All of lore.kernel.org
 help / color / mirror / Atom feed
From: "Rafael J. Wysocki" <rjw@rjwysocki.net>
To: Borislav Petkov <bp@alien8.de>,
	Logan Gunthorpe <logang@deltatee.com>,
	Kees Cook <keescook@chromium.org>
Cc: "Rafael J. Wysocki" <rafael@kernel.org>,
	Thomas Gleixner <tglx@linutronix.de>,
	Ingo Molnar <mingo@kernel.org>,
	Peter Zijlstra <peterz@infradead.org>,
	lkml <linux-kernel@vger.kernel.org>,
	John Stultz <john.stultz@linaro.org>,
	"Rafael J. Wysocki" <rafael.j.wysocki@intel.com>,
	Stable <stable@vger.kernel.org>,
	Andy Lutomirski <luto@kernel.org>,
	Brian Gerst <brgerst@gmail.com>,
	Denys Vlasenko <dvlasenk@redhat.com>,
	"H. Peter Anvin" <hpa@zytor.com>,
	Linus Torvalds <torvalds@linux-foundation.org>,
	Linux PM list <linux-pm@vger.kernel.org>,
	Stephen Smalley <sds@tycho.nsa.gov>
Subject: Re: ktime_get_ts64() splat during resume
Date: Mon, 20 Jun 2016 16:38:26 +0200	[thread overview]
Message-ID: <2816580.laIl5zA8fL@vostro.rjw.lan> (raw)
In-Reply-To: <CAJZ5v0jZypC17Qbvn3TXe5Z6M5JrGaktAwXQwAW=UEhccRv=nw@mail.gmail.com>

On Friday, June 17, 2016 11:03:46 PM Rafael J. Wysocki wrote:
> On Fri, Jun 17, 2016 at 6:12 PM, Borislav Petkov <bp@alien8.de> wrote:
> > On Fri, Jun 17, 2016 at 05:28:10PM +0200, Rafael J. Wysocki wrote:
> >> A couple of questions:
> >> - I guess this is reproducible 100% of the time?
> >
> > Yap.
> >
> > I took latest Linus + tip/master which has your commit.
> >
> >> - If you do "echo disk > /sys/power/state" instead of using s2disk,
> >> does it still crash in the same way?
> >
> > My suspend to disk script does:
> >
> > echo 3 > /proc/sys/vm/drop_caches
> > echo "shutdown" > /sys/power/disk
> > echo "disk" > /sys/power/state
> >
> > I don't use anything else for years now.
> >
> >> - Are both the image and boot kernels the same binary?
> >
> > Yep.
> 
> OK, we need to find out what's wrong, then.

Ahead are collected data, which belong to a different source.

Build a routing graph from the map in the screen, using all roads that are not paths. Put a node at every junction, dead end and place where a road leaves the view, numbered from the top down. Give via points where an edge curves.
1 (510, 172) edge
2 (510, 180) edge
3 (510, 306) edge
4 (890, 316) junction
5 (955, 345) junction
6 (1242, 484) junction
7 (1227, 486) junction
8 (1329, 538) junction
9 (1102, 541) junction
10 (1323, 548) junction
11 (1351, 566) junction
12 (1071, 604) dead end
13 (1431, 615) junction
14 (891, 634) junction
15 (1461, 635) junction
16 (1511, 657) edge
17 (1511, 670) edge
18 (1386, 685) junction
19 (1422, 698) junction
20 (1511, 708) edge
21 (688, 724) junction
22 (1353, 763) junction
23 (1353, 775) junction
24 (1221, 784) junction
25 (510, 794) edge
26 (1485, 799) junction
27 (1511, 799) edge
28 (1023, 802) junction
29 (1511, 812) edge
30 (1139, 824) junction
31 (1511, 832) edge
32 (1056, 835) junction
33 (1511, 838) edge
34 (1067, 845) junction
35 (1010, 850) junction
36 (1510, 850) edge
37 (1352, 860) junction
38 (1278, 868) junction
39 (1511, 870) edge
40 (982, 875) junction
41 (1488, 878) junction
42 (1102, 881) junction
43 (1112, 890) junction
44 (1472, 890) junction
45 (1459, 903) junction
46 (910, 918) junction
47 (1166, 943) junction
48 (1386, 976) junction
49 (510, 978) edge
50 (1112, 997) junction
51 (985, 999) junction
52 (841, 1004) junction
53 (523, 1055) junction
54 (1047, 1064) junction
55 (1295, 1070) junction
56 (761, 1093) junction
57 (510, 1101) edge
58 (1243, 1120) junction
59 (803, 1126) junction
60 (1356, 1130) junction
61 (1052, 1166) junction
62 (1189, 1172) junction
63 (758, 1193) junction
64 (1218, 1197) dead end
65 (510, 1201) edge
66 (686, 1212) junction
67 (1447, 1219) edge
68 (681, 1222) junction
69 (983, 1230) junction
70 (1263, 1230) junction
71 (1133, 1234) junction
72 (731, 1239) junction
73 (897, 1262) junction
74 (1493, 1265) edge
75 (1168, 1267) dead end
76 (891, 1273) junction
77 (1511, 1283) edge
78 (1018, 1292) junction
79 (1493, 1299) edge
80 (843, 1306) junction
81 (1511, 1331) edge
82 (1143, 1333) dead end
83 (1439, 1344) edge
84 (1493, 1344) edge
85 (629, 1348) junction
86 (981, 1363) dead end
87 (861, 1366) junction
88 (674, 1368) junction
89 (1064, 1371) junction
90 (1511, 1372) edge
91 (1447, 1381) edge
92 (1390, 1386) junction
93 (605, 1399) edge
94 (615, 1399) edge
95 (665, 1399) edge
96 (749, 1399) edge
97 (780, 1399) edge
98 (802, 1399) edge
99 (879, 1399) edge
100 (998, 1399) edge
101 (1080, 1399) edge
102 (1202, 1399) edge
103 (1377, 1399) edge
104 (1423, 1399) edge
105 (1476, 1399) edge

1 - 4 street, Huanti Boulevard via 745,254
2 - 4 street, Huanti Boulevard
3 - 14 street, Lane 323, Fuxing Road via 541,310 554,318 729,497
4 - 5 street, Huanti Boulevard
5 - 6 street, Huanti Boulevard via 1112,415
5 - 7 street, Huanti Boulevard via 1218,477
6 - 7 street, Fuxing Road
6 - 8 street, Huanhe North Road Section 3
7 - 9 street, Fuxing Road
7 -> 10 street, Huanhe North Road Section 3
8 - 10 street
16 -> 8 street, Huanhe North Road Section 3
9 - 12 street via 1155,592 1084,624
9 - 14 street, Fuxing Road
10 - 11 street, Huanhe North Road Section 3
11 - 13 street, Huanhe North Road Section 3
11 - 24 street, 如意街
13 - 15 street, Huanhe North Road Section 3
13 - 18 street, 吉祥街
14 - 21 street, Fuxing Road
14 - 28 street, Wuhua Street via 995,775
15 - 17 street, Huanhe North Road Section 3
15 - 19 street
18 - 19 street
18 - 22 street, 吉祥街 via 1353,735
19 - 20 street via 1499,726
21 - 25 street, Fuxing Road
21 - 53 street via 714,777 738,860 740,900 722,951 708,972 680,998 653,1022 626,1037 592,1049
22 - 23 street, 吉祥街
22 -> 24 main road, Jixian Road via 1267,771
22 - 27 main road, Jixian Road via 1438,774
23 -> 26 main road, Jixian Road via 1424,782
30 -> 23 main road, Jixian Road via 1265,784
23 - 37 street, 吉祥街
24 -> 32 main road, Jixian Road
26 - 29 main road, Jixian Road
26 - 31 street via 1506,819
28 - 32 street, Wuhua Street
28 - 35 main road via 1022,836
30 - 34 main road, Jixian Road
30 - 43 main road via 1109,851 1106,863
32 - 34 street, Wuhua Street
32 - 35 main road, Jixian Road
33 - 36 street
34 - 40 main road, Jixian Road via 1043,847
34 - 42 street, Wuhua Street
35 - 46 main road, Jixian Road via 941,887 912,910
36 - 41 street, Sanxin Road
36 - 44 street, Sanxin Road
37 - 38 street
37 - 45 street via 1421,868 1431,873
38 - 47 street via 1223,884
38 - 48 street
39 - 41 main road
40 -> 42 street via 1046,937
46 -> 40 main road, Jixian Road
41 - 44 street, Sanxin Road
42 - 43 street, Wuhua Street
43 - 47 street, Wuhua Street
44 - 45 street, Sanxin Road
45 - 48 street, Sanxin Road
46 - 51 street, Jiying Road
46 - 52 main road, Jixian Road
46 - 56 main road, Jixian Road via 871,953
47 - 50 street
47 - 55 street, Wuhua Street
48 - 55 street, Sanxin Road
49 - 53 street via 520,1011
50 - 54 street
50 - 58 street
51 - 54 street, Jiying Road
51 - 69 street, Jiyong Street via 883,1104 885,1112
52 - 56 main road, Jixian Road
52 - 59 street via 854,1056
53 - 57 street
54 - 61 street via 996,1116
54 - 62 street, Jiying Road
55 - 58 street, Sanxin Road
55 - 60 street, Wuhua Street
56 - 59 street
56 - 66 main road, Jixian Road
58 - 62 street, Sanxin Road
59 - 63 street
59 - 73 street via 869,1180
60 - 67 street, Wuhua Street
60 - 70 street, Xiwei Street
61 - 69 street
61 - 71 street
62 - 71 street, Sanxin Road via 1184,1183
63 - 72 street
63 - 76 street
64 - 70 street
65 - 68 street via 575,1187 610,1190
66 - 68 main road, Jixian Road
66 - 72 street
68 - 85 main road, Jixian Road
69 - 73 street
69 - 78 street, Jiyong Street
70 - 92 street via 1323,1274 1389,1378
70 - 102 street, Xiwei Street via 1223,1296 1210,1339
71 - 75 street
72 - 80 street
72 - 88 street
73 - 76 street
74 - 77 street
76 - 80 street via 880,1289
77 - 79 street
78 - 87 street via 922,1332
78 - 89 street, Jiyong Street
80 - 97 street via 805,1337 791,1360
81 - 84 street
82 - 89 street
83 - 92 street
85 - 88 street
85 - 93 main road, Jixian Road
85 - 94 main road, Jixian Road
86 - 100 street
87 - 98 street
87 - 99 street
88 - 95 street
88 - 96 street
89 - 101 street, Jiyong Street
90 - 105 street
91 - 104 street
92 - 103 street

Boris is traveling this week, so the investigation will continue when he's
back, but we spent quite some time on this during the weekend, so below is
a summary of what we found plus some comments.

Overall, we seem to be heading towards the "really weird" territory here.

> First, please revert the changes in hibernate_asm_64.S alone and see
> if that makes any difference.
>
> Hibernation should still work then most of the time, but the bug fixed
> by this commit will be back.

First of all, reverting the changes in hibernate_asm_64.S doesn't make the
breakage go away, which means that the most essential changes in
"x86/power/64: Fix crash whan the hibernation code passes control to the image
kernel" don't make a difference.

Moreover, after some back-and-forth we narrowed down the memory corruption to
a single line in the (new) prepare_temporary_text_mapping() function and it
turned out that it is triggered by scribbling on a page returned by
get_safe_page(), immediately after obtaining it.  Memory is corrupted no matter
how the page is written to.  In particular, filling that page with all ones
triggers memory corruption later, for example.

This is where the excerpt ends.